Let me preface this post by just saying that I love going to school. I am studying language–something that I’ve always found fascinating. I didn’t love school the first time–it was just work. Now it is much more relaxing and fun. I want to share an epiphany that I had while reading a chapter for my Literacy in the Digital Age class.
In my class we are studying the difference between purely oral cultures and literate cultures. As literate people, we have a hard time identifying with people that grow up in a culture with no printed words. A lot of times we think of them as ignorant–we don’t understand their ways; their cultures are very different from ours. I was reading about oral cultures and it dawned on me that children are very similar to the people from these cultures. We can learn a lot about how to relate with children that do not yet read from adults in oral cultures.

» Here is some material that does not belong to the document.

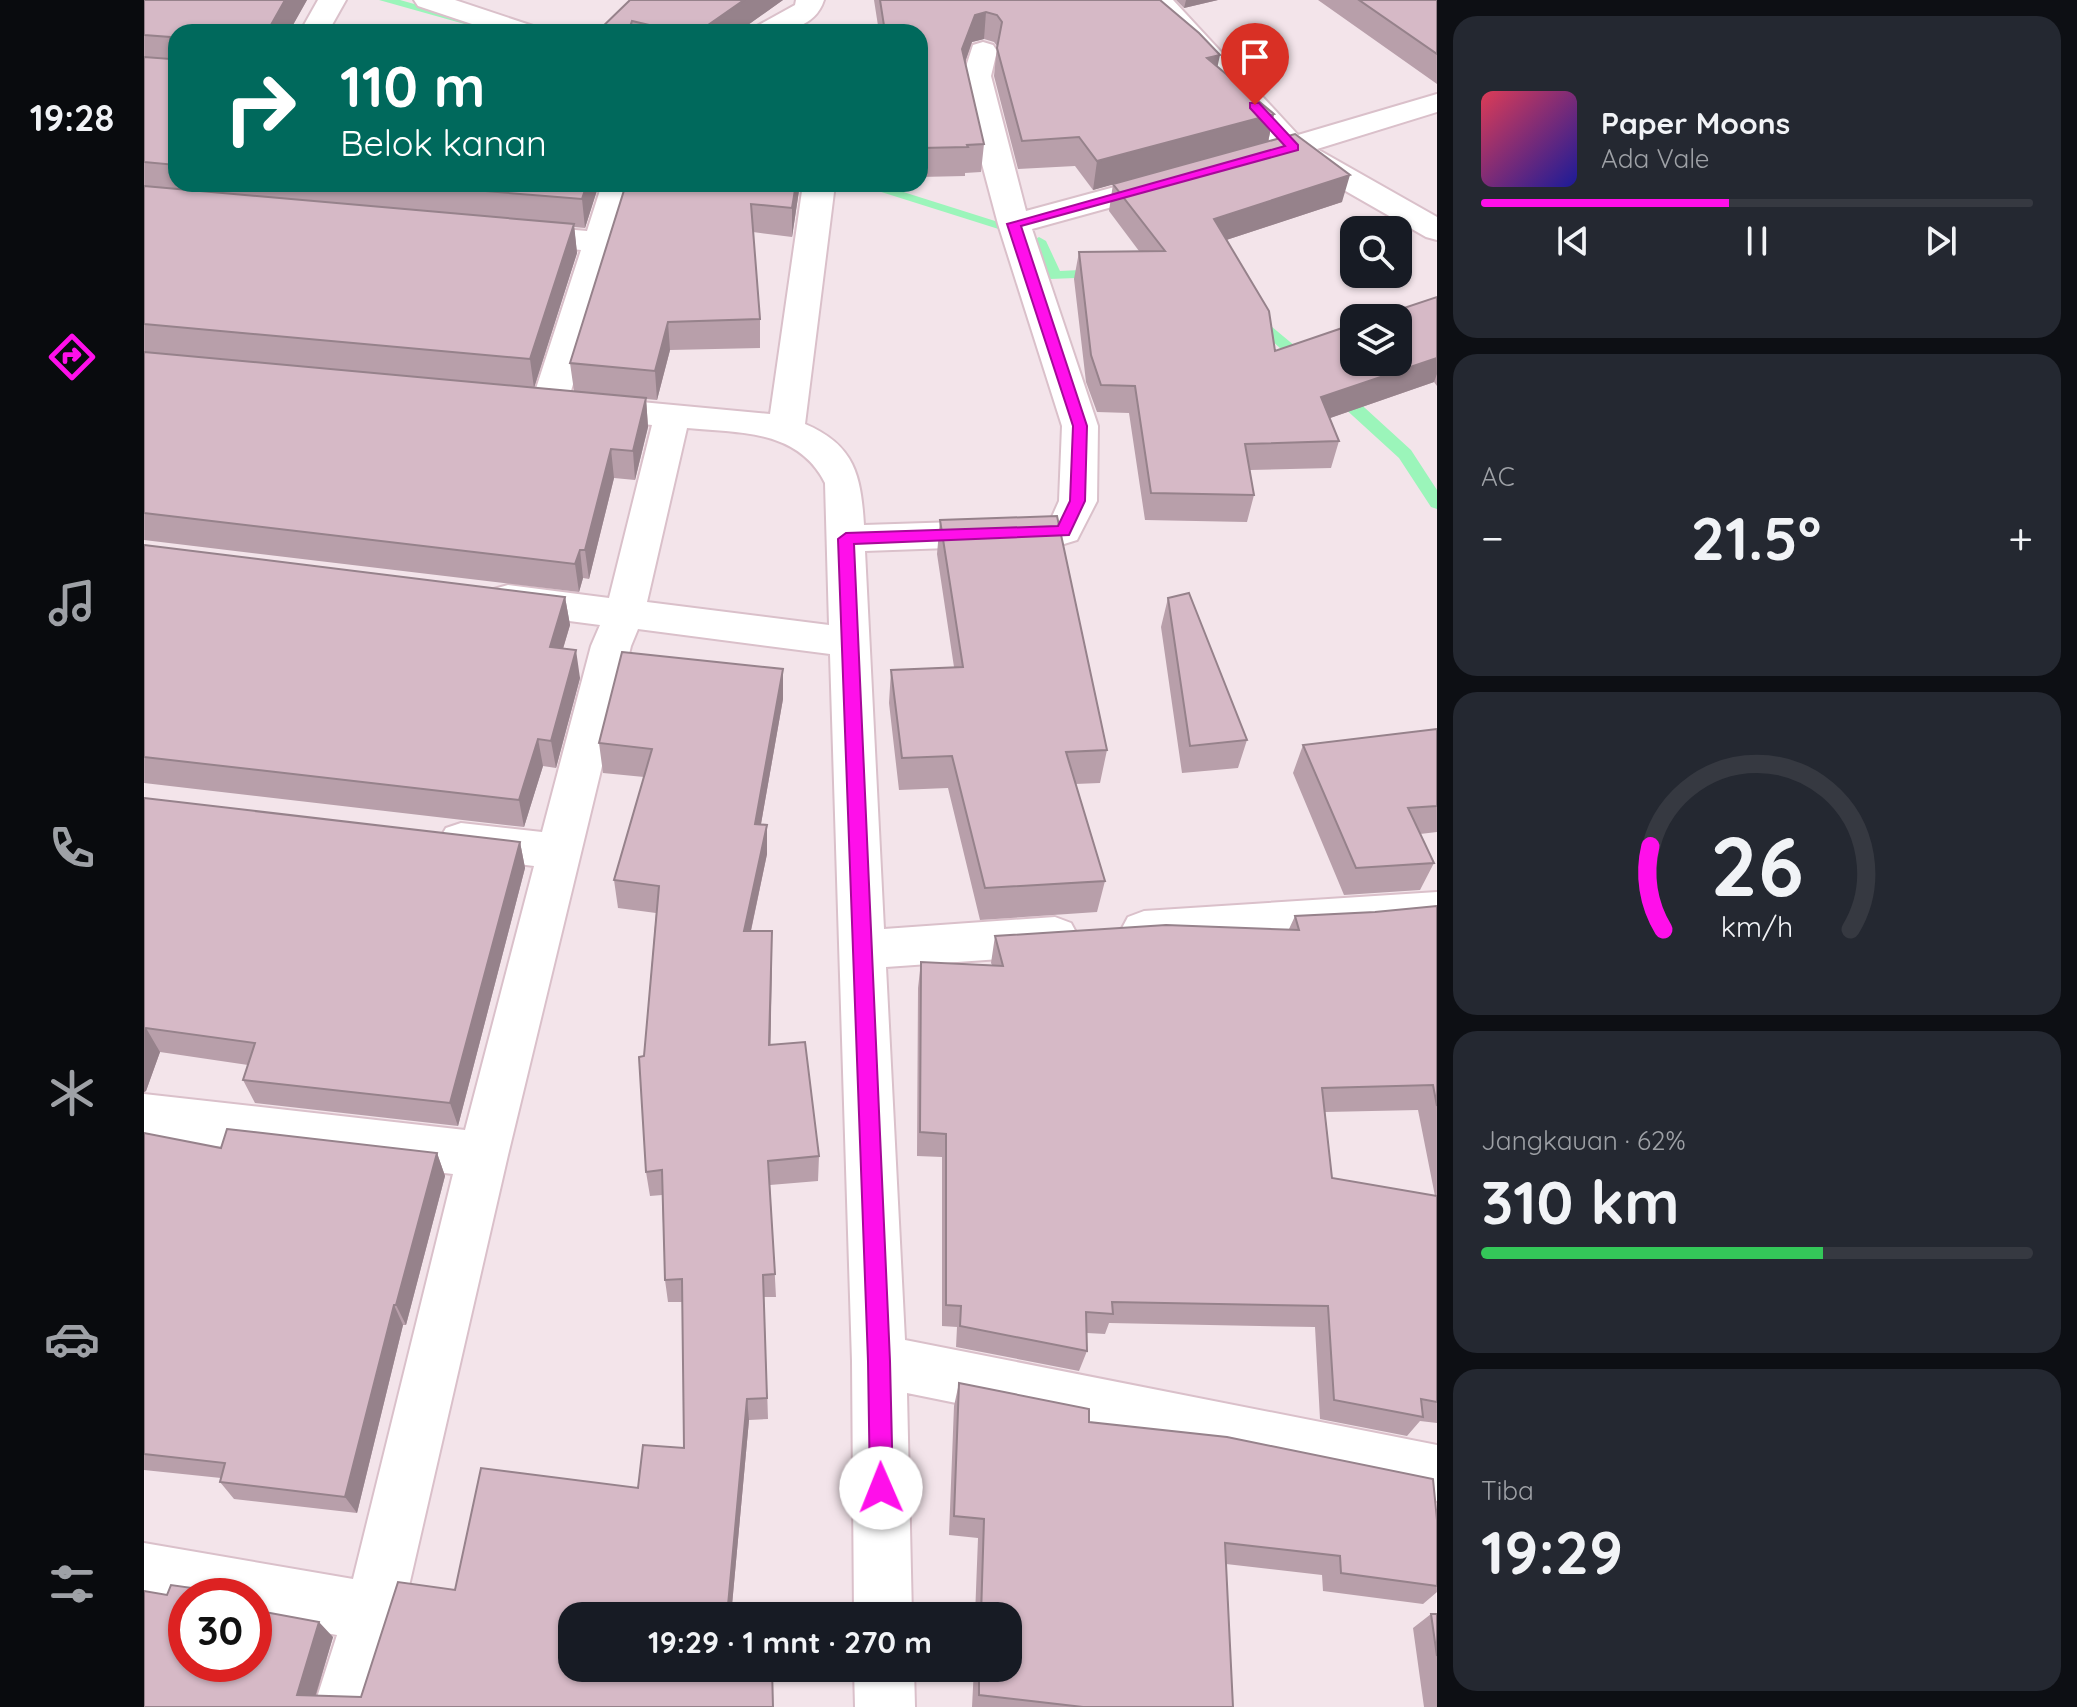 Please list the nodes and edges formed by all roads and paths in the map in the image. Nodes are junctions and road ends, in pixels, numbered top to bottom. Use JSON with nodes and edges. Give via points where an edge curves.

First of all, adults that are raised in oral cultures have no real concept of abstract ideas. Abstract ideas are a result of education–we learn these ideas. When an illiterate person raised in an oral culture sees a circle on a piece of paper, they do not think of a circle. When asked what a circle is they say ball, bucket–anything from their everyday life that is round. They deal in the concrete, not the abstract. Children are the same when they are first taught the shapes. They will usually say that a circle is a ball. When we deal with small children, we need to realize that they are not processing their environment the way that we do. They deal in what they can see and touch.
Another interesting fact about oral cultures is that they have no way to record the past or to write and record a set of instructions–other than memory. That is why oral cultures are so rich in poetry and lyrical speech. These are a way to make memorization easier. In the book Orality and Literacy, the author Walter Ong makes the point that words are gone the moment that they pass through the lips. In an oral culture, if there is no effort to repeat an idea and memorize it, it is gone forever. We tend to associate instructions with words in our heads–if we really want to reemmber something, we just write it down. If we forget a fact in an article we read, we just look it up. Children that cannot yet read have no visual help to remember instructions. We tend to get frustrated with them, but we just do not realize that they do not have the same tools that we have to commit things to memory. In dealing with small children, a way to get them to remember what they’re told is to make instructions into a song or rhyme. That is how completely oral cultures commit things this memory. Some times we expect them to have the ability to remember every thing that we tell them. That is not the case. Sometimes when your words pass through your lips, they have forgotten them forever.
Children love songs and poems. Oral communication is their main source of human contacts. We can derive pleasure and interest from other sources, such as books, newsletters, even Sudoku. Children mainly communicate through sounds and personal interaction. I think that by understanding their world, we can communicate with children better.
There is so much that I am learning. I hope to occasionally share some of my insight with you. Don’t worry, I am not turning completely academic. I still have plenty of fun stories to share, too.